[Task to carry out]: Transcribe exactly the portion of the listing below that runs from the line containing "thumb cmc: (258, 329)" through its last line.

━━━ Material for this exercise

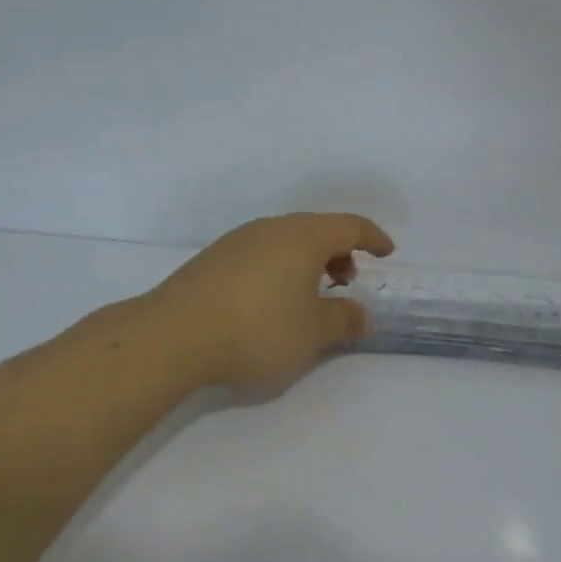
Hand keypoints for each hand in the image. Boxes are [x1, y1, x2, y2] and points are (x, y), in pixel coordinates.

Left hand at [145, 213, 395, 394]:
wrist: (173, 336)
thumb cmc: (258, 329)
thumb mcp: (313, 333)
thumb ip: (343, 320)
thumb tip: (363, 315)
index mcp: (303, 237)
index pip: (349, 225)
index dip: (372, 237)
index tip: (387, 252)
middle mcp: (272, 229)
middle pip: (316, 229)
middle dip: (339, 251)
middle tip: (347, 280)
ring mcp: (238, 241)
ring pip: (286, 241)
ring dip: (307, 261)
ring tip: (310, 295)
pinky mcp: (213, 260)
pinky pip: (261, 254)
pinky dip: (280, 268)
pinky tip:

━━━━━━

[Answer box]:
thumb cmc: (258, 329)
thumb mcp: (313, 333)
thumb ip: (343, 320)
thumb tip: (363, 315)
index mcp: (303, 237)
index pip: (349, 225)
index dip: (372, 237)
index tip: (387, 252)
middle mcp: (272, 229)
middle pip: (316, 229)
middle dip: (339, 251)
middle tip: (347, 280)
ring mcp: (238, 241)
ring pip: (286, 241)
ring dip: (307, 261)
ring tip: (310, 295)
pinky mcp: (213, 260)
pinky pip: (261, 254)
pinky dip: (280, 268)
pinky tip:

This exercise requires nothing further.